◆ **Data for analysis**

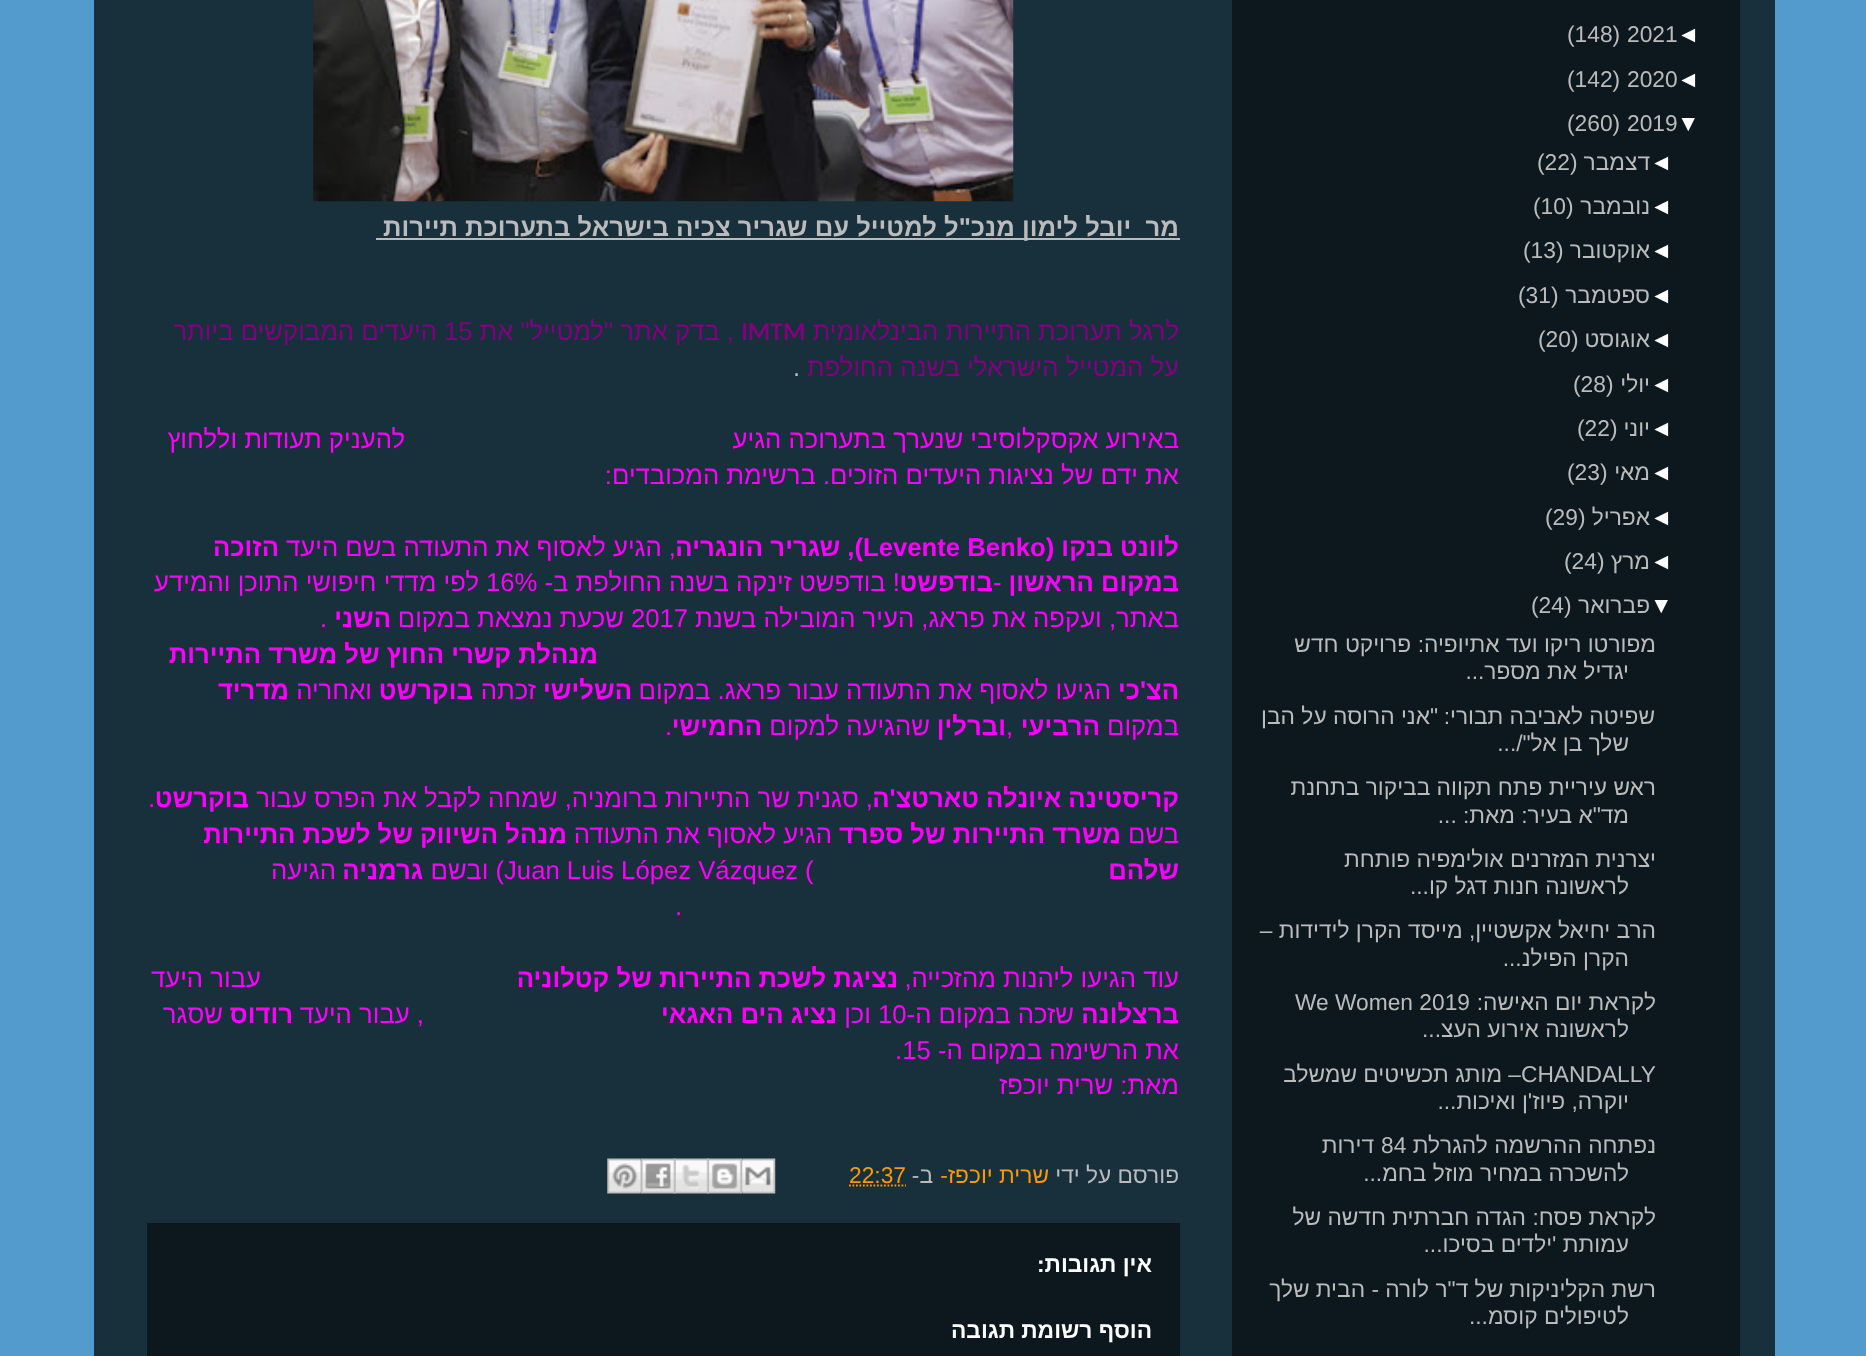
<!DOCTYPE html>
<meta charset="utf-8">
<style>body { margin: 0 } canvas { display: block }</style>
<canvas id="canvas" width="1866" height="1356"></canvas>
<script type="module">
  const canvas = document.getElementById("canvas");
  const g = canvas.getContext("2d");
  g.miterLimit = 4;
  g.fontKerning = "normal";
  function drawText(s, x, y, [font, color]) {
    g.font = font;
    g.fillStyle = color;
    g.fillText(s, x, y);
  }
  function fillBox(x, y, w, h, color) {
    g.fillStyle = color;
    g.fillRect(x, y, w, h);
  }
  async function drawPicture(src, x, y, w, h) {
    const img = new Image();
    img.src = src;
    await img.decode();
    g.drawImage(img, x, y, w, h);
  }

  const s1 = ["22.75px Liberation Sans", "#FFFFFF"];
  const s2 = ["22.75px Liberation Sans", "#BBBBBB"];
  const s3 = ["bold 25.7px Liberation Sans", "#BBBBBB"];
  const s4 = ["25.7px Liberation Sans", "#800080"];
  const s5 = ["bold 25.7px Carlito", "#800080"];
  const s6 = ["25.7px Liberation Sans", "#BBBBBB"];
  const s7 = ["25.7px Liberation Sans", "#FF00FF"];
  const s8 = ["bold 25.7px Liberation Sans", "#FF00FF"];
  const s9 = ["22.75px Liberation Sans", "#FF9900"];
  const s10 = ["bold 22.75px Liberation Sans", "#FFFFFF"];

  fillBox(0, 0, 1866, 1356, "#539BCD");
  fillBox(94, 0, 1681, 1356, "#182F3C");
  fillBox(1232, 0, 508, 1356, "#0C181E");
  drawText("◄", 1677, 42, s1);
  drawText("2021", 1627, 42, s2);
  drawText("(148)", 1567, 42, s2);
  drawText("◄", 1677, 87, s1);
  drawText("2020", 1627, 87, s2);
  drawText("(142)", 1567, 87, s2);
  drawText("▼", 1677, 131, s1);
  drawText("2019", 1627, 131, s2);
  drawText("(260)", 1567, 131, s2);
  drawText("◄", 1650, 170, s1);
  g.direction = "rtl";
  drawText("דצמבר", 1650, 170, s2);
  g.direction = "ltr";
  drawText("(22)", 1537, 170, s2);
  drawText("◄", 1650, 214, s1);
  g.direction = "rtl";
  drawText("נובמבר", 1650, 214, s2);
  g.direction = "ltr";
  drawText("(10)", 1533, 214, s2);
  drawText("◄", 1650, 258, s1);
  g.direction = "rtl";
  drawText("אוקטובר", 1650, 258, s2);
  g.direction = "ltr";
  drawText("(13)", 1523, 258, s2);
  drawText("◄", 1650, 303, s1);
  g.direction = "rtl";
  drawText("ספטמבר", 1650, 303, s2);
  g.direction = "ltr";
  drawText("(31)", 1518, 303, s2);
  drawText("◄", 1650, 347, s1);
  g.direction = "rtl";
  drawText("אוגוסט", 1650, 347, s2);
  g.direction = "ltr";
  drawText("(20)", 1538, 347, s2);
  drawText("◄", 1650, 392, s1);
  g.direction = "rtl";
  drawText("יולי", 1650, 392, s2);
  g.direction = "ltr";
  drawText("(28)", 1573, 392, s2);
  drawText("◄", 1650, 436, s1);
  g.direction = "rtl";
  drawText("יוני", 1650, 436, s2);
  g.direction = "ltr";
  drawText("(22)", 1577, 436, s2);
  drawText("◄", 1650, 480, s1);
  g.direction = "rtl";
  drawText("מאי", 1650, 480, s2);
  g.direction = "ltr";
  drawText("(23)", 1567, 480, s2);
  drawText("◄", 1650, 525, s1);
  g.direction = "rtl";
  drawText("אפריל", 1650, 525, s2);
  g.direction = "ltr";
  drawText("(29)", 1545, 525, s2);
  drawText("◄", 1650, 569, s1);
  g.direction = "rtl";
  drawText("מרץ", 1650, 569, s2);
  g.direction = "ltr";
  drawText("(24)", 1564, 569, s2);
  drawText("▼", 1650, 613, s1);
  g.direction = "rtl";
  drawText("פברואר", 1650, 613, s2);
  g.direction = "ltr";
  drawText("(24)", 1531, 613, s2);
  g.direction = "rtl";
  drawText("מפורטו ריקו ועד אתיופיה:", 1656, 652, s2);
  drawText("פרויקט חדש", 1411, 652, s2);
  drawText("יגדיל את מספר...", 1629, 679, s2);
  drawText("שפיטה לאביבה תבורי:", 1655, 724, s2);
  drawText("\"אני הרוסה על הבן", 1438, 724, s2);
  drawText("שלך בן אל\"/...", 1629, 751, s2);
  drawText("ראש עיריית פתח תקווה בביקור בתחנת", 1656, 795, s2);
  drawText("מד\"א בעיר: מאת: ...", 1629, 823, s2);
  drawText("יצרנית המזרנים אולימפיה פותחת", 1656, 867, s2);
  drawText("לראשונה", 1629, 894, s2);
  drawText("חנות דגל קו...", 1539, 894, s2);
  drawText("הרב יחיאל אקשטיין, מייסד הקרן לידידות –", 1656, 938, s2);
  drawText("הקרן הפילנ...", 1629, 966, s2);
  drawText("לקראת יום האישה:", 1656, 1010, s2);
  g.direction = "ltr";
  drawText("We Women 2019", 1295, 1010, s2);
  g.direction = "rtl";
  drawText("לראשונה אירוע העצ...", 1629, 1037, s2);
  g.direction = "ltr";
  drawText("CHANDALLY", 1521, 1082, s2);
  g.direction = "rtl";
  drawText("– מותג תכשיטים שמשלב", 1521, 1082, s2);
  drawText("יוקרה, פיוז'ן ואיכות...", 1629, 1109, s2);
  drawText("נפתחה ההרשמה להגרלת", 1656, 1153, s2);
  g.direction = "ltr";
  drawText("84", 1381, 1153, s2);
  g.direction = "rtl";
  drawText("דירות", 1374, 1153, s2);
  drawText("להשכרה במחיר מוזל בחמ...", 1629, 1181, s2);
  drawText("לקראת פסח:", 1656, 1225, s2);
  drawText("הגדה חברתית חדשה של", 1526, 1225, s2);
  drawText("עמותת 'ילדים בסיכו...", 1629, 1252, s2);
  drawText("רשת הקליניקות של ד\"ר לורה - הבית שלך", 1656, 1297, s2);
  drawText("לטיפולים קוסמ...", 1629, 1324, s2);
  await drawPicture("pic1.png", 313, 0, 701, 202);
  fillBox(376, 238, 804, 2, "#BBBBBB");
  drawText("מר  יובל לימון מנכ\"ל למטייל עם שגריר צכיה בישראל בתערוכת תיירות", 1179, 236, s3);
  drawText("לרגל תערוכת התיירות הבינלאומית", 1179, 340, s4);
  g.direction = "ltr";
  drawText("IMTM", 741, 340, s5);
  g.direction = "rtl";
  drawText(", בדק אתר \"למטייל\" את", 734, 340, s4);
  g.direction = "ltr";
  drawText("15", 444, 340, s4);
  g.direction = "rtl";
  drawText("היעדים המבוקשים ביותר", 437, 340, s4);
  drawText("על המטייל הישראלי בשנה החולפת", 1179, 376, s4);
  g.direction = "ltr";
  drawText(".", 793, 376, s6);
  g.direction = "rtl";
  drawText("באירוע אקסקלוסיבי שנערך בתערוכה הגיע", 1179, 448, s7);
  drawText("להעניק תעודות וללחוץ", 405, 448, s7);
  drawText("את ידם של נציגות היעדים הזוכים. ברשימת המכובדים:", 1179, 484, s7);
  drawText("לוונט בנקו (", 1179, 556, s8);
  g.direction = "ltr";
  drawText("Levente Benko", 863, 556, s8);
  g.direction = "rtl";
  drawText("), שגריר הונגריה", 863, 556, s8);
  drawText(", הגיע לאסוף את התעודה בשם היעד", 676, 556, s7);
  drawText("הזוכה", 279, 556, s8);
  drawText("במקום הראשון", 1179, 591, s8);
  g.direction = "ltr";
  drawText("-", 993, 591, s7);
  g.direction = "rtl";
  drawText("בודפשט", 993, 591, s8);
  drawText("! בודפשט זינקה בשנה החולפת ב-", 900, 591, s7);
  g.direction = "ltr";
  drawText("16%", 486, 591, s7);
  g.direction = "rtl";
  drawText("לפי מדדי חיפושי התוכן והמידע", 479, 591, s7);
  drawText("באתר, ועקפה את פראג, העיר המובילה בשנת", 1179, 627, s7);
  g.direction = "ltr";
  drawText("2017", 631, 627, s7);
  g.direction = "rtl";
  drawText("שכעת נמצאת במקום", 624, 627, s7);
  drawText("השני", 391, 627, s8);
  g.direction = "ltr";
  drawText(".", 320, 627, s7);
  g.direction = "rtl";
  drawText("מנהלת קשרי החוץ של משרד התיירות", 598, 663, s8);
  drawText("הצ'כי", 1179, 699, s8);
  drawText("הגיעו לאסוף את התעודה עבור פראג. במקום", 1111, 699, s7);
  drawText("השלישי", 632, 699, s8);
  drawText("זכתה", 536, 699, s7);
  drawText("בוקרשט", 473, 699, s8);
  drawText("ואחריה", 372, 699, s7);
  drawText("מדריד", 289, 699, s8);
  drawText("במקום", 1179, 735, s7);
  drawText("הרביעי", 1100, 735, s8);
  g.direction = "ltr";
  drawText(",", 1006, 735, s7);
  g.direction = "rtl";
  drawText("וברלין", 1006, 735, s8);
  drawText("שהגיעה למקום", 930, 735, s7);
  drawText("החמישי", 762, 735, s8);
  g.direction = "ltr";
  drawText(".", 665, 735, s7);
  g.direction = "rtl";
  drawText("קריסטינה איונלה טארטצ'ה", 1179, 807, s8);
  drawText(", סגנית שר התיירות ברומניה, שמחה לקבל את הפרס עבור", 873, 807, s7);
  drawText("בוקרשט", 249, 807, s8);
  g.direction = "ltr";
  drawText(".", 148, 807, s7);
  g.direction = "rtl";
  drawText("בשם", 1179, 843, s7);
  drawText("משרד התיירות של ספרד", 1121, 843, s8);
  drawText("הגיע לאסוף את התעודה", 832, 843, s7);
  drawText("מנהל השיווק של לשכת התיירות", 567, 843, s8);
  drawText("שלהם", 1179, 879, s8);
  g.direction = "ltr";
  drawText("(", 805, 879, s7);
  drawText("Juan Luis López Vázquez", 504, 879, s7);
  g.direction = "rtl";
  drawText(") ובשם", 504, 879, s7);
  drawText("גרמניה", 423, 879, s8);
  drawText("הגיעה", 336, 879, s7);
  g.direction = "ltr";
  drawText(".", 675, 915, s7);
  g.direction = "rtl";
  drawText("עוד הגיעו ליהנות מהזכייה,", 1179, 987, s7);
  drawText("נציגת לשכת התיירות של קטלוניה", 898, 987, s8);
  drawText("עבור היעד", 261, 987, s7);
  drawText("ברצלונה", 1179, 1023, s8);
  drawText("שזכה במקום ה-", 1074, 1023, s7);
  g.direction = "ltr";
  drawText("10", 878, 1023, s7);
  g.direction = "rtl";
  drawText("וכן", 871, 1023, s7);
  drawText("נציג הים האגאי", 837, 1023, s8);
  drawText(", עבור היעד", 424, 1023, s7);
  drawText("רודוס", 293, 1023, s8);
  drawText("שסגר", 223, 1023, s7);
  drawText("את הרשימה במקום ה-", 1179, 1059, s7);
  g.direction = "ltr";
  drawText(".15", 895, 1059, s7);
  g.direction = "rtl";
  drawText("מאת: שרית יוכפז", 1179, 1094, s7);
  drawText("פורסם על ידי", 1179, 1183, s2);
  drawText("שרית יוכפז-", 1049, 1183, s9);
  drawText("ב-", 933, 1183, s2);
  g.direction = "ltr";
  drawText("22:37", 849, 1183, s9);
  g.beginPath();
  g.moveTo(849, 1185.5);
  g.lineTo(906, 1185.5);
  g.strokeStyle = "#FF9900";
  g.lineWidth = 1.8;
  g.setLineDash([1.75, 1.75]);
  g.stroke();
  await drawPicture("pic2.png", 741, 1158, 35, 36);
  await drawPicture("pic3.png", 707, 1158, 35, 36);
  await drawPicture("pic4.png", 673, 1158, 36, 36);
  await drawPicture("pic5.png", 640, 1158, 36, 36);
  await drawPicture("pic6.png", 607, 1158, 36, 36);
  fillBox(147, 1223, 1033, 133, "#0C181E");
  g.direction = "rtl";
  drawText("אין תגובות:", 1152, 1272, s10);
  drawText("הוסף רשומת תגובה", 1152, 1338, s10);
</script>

...

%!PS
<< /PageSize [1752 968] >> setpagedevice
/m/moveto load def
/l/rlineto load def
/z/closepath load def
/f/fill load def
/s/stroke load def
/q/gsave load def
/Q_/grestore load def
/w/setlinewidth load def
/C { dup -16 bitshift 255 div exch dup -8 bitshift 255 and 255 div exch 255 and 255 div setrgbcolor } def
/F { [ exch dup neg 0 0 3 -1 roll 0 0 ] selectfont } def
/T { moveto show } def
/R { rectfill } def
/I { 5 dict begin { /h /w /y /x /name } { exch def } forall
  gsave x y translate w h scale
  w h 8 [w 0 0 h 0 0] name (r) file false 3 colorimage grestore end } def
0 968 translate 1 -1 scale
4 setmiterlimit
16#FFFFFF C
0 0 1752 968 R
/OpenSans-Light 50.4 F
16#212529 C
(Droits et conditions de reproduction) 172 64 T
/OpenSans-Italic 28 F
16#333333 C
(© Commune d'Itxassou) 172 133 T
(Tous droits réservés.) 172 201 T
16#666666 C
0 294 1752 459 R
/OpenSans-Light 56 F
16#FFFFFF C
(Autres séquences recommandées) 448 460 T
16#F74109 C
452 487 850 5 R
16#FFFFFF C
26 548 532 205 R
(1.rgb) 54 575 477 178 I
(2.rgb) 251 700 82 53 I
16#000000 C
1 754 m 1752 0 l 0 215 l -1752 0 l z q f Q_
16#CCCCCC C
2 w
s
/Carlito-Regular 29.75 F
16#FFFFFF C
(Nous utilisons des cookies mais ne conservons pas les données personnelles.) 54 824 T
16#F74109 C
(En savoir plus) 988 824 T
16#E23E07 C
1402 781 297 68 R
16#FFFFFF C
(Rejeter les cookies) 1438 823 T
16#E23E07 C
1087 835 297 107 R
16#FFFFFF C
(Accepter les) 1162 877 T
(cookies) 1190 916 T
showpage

◆ **Directions**
Each line of the material that has "function" in it should be counted; reply with that number alone.

◆ **Result**
3